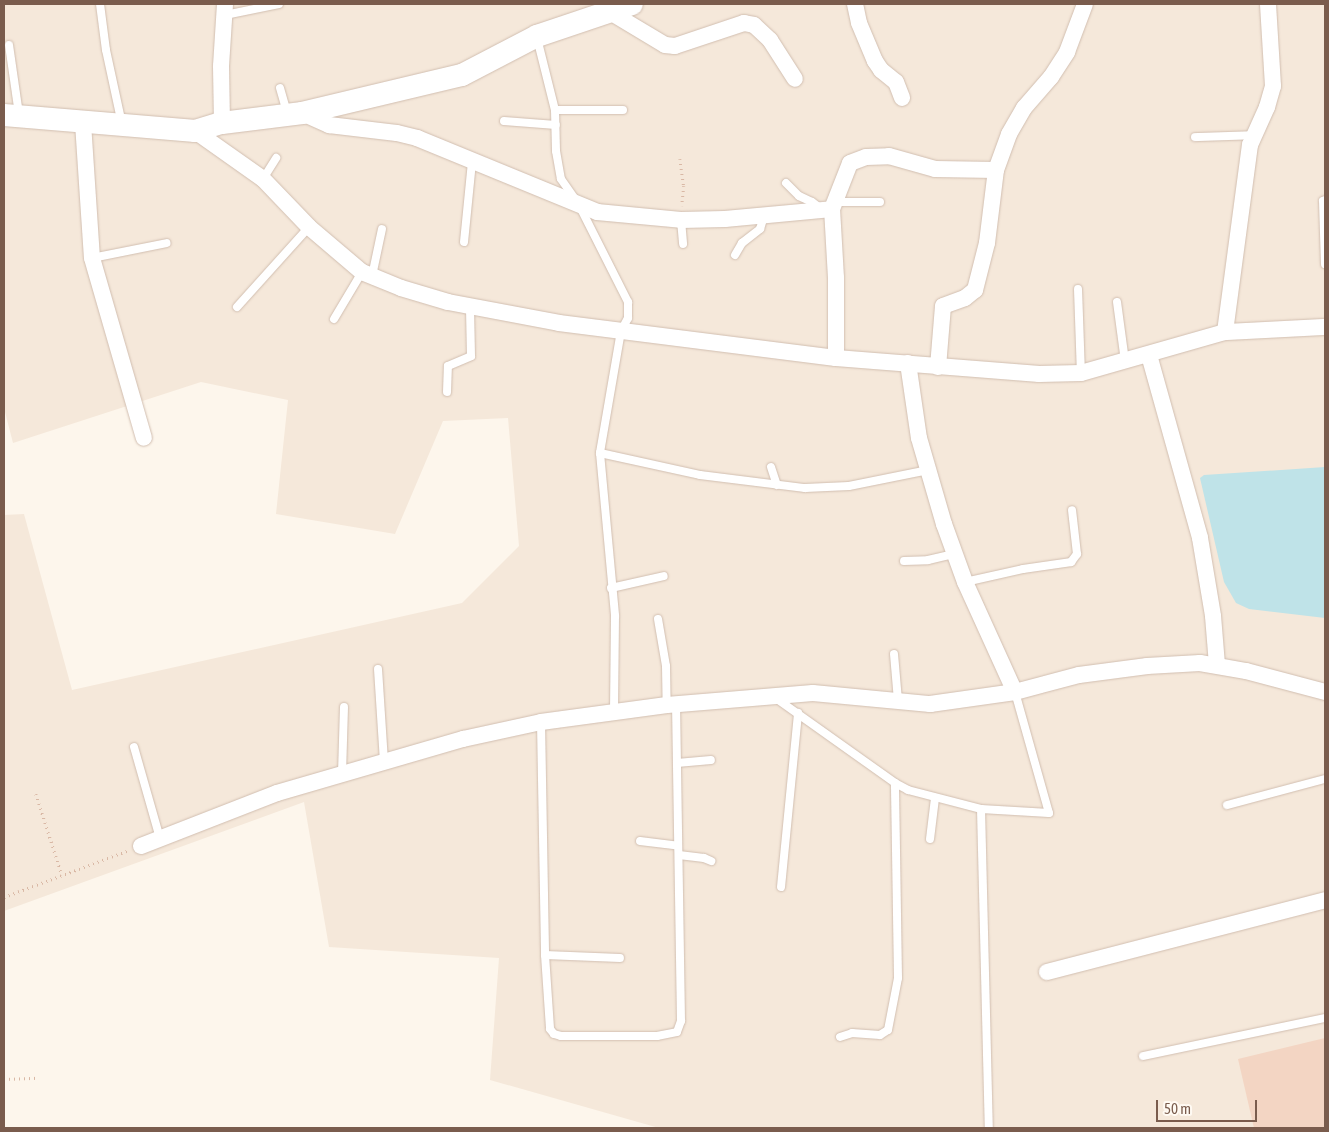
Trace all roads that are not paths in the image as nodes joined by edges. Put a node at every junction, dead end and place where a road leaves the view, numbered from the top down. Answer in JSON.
{"nodes":[{"id":1,"x":100,"y":4,"type":"edge"},
{"id":2,"x":279,"y":4,"type":"edge"},
{"id":3,"x":632,"y":4,"type":"edge"},
{"id":4,"x":855,"y":4,"type":"edge"},
{"id":5,"x":1085,"y":4,"type":"edge"},
{"id":6,"x":1268,"y":4,"type":"edge"},
{"id":7,"x":225,"y":9,"type":"edge"},
{"id":8,"x":610,"y":12,"type":"junction"},
{"id":9,"x":537,"y":36,"type":"junction"},
{"id":10,"x":10,"y":45,"type":"dead end"},
{"id":11,"x":794,"y":79,"type":"dead end"},
{"id":12,"x":280,"y":88,"type":"dead end"},
{"id":13,"x":902,"y":98,"type":"dead end"},
{"id":14,"x":555,"y":110,"type":"junction"},
{"id":15,"x":623,"y":110,"type":"dead end"},
{"id":16,"x":295,"y":114,"type":"junction"},
{"id":17,"x":11,"y":115,"type":"edge"},
{"id":18,"x":504,"y":121,"type":"dead end"},
{"id":19,"x":83,"y":123,"type":"junction"},
{"id":20,"x":222,"y":123,"type":"junction"},
{"id":21,"x":556,"y":125,"type":"junction"},
{"id":22,"x":122,"y":126,"type":"junction"},
{"id":23,"x":195,"y":131,"type":"junction"},
{"id":24,"x":1255,"y":135,"type":"junction"},
{"id":25,"x":1195,"y":137,"type":"dead end"},
{"id":26,"x":276,"y":158,"type":"dead end"},
{"id":27,"x":472,"y":162,"type":"junction"},
{"id":28,"x":996,"y":170,"type":"junction"},
{"id":29,"x":263,"y":179,"type":"junction"},
{"id":30,"x":786,"y":183,"type":"dead end"},
{"id":31,"x":1325,"y":200,"type":"edge"},
{"id":32,"x":880,"y":202,"type":"dead end"},
{"id":33,"x":579,"y":206,"type":"junction"},
{"id":34,"x":829,"y":207,"type":"junction"},
{"id":35,"x":764,"y":215,"type":"junction"},
{"id":36,"x":681,"y":220,"type":"junction"},
{"id":37,"x":309,"y":227,"type":"junction"},
{"id":38,"x":382,"y":229,"type":"dead end"},
{"id":39,"x":464,"y":242,"type":"dead end"},
{"id":40,"x":167,"y":243,"type":"dead end"},
{"id":41,"x":683,"y":244,"type":"dead end"},
{"id":42,"x":735,"y":255,"type":"dead end"},
{"id":43,"x":92,"y":258,"type":"junction"},
{"id":44,"x":1325,"y":264,"type":"edge"},
{"id":45,"x":367,"y":274,"type":"junction"},
{"id":46,"x":1078,"y":290,"type":"dead end"},
{"id":47,"x":1117,"y":302,"type":"dead end"},
{"id":48,"x":237,"y":307,"type":"dead end"},
{"id":49,"x":470,"y":307,"type":"junction"},
{"id":50,"x":334,"y":319,"type":"dead end"},
{"id":51,"x":1325,"y":327,"type":"edge"},
{"id":52,"x":621,"y":331,"type":"junction"},
{"id":53,"x":1225,"y":332,"type":"junction"},
{"id":54,"x":1149,"y":355,"type":"junction"},
{"id":55,"x":836,"y":358,"type":"junction"},
{"id":56,"x":1125,"y":361,"type":"junction"},
{"id":57,"x":908,"y":363,"type":"junction"},
{"id":58,"x":938,"y":367,"type":"junction"},
{"id":59,"x":1081,"y":373,"type":"junction"},
{"id":60,"x":447,"y":392,"type":"dead end"},
{"id":61,"x":144,"y":438,"type":"dead end"},
{"id":62,"x":600,"y":452,"type":"junction"},
{"id":63,"x":771,"y":467,"type":"dead end"},
{"id":64,"x":928,"y":470,"type":"junction"},
{"id":65,"x":777,"y":485,"type":"junction"},
{"id":66,"x":1072,"y":510,"type":"dead end"},
{"id":67,"x":955,"y":554,"type":"junction"},
{"id":68,"x":904,"y":561,"type":"dead end"},
{"id":69,"x":664,"y":576,"type":"dead end"},
{"id":70,"x":966,"y":582,"type":"junction"},
{"id":71,"x":611,"y":588,"type":"junction"},
{"id":72,"x":658,"y":619,"type":"dead end"},
{"id":73,"x":894,"y":654,"type":"dead end"},
{"id":74,"x":1216,"y":664,"type":"junction"},
{"id":75,"x":378,"y":669,"type":"dead end"},
{"id":76,"x":1015,"y":692,"type":"junction"},
{"id":77,"x":1325,"y":692,"type":"edge"},
{"id":78,"x":772,"y":695,"type":"junction"},
{"id":79,"x":898,"y":701,"type":"junction"},
{"id":80,"x":672,"y":705,"type":"junction"},
{"id":81,"x":344,"y":707,"type":"dead end"},
{"id":82,"x":798,"y":713,"type":"junction"},
{"id":83,"x":614,"y":714,"type":"junction"},
{"id":84,"x":541,"y":722,"type":"junction"},
{"id":85,"x":134,"y":747,"type":"dead end"},
{"id":86,"x":712,"y":760,"type":"dead end"},
{"id":87,"x":384,"y":762,"type":"junction"},
{"id":88,"x":677,"y":763,"type":"junction"},
{"id":89,"x":342,"y":774,"type":"junction"},
{"id":90,"x":1325,"y":779,"type":"edge"},
{"id":91,"x":895,"y":783,"type":"junction"},
{"id":92,"x":935,"y":798,"type":"junction"},
{"id":93,"x":1227,"y":805,"type":"dead end"},
{"id":94,"x":981,"y":809,"type":"junction"},
{"id":95,"x":160,"y":838,"type":"junction"},
{"id":96,"x":930,"y":839,"type":"dead end"},
{"id":97,"x":640,"y":841,"type":"dead end"},
{"id":98,"x":141,"y":846,"type":"road end"},
{"id":99,"x":678,"y":846,"type":"junction"},
{"id":100,"x":678,"y":855,"type":"junction"},
{"id":101,"x":712,"y":861,"type":"dead end"},
{"id":102,"x":781,"y":887,"type":"dead end"},
{"id":103,"x":1325,"y":900,"type":"edge"},
{"id":104,"x":546,"y":955,"type":"junction"},
{"id":105,"x":620,"y":958,"type":"dead end"},
{"id":106,"x":1046,"y":972,"type":"dead end"},
{"id":107,"x":1325,"y":1018,"type":"edge"},
{"id":108,"x":840,"y":1037,"type":"dead end"},
{"id":109,"x":1143,"y":1056,"type":"dead end"},
{"id":110,"x":988,"y":1128,"type":"edge"}],
"edges":[{"from":1,"to":22,"type":"lane"},
{"from":2,"to":7,"type":"lane"},
{"from":3,"to":8,"type":"street"},
{"from":4,"to":13,"type":"street"},
{"from":5,"to":28,"type":"street"},
{"from":6,"to":24,"type":"street"},
{"from":7,"to":20,"type":"street"},
{"from":8,"to":9,"type":"street"},
{"from":8,"to":11,"type":"street"},
{"from":9,"to":14,"type":"lane"},
{"from":9,"to":16,"type":"street"},
{"from":10,"to":17,"type":"lane"},
{"from":12,"to":16,"type":"lane"},
{"from":14,"to":15,"type":"lane"},
{"from":14,"to":21,"type":"lane"},
{"from":16,"to":20,"type":"street"},
{"from":16,"to":27,"type":"street"},
{"from":17,"to":19,"type":"street"},
{"from":18,"to":21,"type":"lane"},
{"from":19,"to":22,"type":"street"},
{"from":19,"to":43,"type":"street"},
{"from":20,"to":23,"type":"street"},
{"from":21,"to":33,"type":"lane"},
{"from":22,"to":23,"type":"street"},
{"from":23,"to":29,"type":"street"},
{"from":24,"to":25,"type":"lane"},
{"from":24,"to":53,"type":"street"},
{"from":26,"to":29,"type":"lane"},
{"from":27,"to":33,"type":"street"},
{"from":27,"to":39,"type":"lane"},
{"from":28,"to":34,"type":"street"},
{"from":28,"to":58,"type":"street"},
{"from":29,"to":37,"type":"street"},
{"from":30,"to":34,"type":"lane"},
{"from":31,"to":44,"type":"lane"},
{"from":32,"to":34,"type":"lane"},
{"from":33,"to":36,"type":"street"},
{"from":33,"to":52,"type":"lane"},
{"from":34,"to":35,"type":"street"},
{"from":34,"to":55,"type":"street"},
{"from":35,"to":36,"type":"street"},
{"from":35,"to":42,"type":"lane"},
{"from":36,"to":41,"type":"lane"},
{"from":37,"to":45,"type":"street"},
{"from":37,"to":48,"type":"lane"},
{"from":38,"to":45,"type":"lane"},
{"from":40,"to":43,"type":"lane"},
{"from":43,"to":61,"type":"street"},
{"from":45,"to":49,"type":"street"},
{"from":45,"to":50,"type":"lane"},
{"from":46,"to":59,"type":"lane"},
{"from":47,"to":56,"type":"lane"},
{"from":49,"to":52,"type":"street"},
{"from":49,"to":60,"type":"lane"},
{"from":51,"to":53,"type":"street"},
{"from":52,"to":55,"type":"street"},
{"from":52,"to":62,"type":"lane"},
{"from":53,"to":54,"type":"street"},
{"from":54,"to":56,"type":"street"},
{"from":54,"to":74,"type":"street"},
{"from":55,"to":57,"type":"street"},
{"from":56,"to":59,"type":"street"},
{"from":57,"to":58,"type":"street"},
{"from":57,"to":64,"type":"street"},
{"from":58,"to":59,"type":"street"},
{"from":62,"to":65,"type":"lane"},
{"from":62,"to":71,"type":"lane"},
{"from":63,"to":65,"type":"lane"},
{"from":64,"to":65,"type":"lane"},
{"from":64,"to":67,"type":"street"},
{"from":66,"to":70,"type":"lane"},
{"from":67,"to":68,"type":"lane"},
{"from":67,"to":70,"type":"street"},
{"from":69,"to":71,"type":"lane"},
{"from":70,"to":76,"type":"street"},
{"from":71,"to":83,"type":"lane"},
{"from":72,"to":80,"type":"lane"},
{"from":73,"to":79,"type":"lane"},
{"from":74,"to":76,"type":"street"},
{"from":74,"to":77,"type":"street"},
{"from":75,"to":87,"type":"lane"},
{"from":76,"to":79,"type":"street"},
{"from":76,"to":94,"type":"lane"},
{"from":78,"to":79,"type":"street"},
{"from":78,"to":80,"type":"street"},
{"from":78,"to":82,"type":"lane"},
{"from":80,"to":83,"type":"street"},
{"from":80,"to":88,"type":"lane"},
{"from":81,"to":89,"type":"lane"},
{"from":82,"to":91,"type":"lane"},
{"from":82,"to":102,"type":"lane"},
{"from":83,"to":84,"type":"street"},
{"from":84,"to":87,"type":"street"},
{"from":84,"to":104,"type":"lane"},
{"from":85,"to":95,"type":"lane"},
{"from":86,"to":88,"type":"lane"},
{"from":87,"to":89,"type":"street"},
{"from":88,"to":99,"type":"lane"},
{"from":89,"to":95,"type":"street"},
{"from":90,"to":93,"type":"lane"},
{"from":91,"to":92,"type":"lane"},
{"from":91,"to":108,"type":"lane"},
{"from":92,"to":94,"type":"lane"},
{"from":92,"to":96,"type":"lane"},
{"from":94,"to":110,"type":"lane"},
{"from":95,"to":98,"type":"street"},
{"from":97,"to":99,"type":"lane"},
{"from":99,"to":100,"type":"lane"},
{"from":100,"to":101,"type":"lane"},
{"from":100,"to":104,"type":"lane"},
{"from":103,"to":106,"type":"street"},
{"from":104,"to":105,"type":"lane"},
{"from":107,"to":109,"type":"lane"}]}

Problem details: The expected answer is every line above in which the word "edges" appears.

Task answer:
Trace all roads that are not paths in the image as nodes joined by edges. Put a node at every junction, dead end and place where a road leaves the view, numbered from the top down. Answer in JSON.
"edges":[{"from":1,"to":22,"type":"lane"},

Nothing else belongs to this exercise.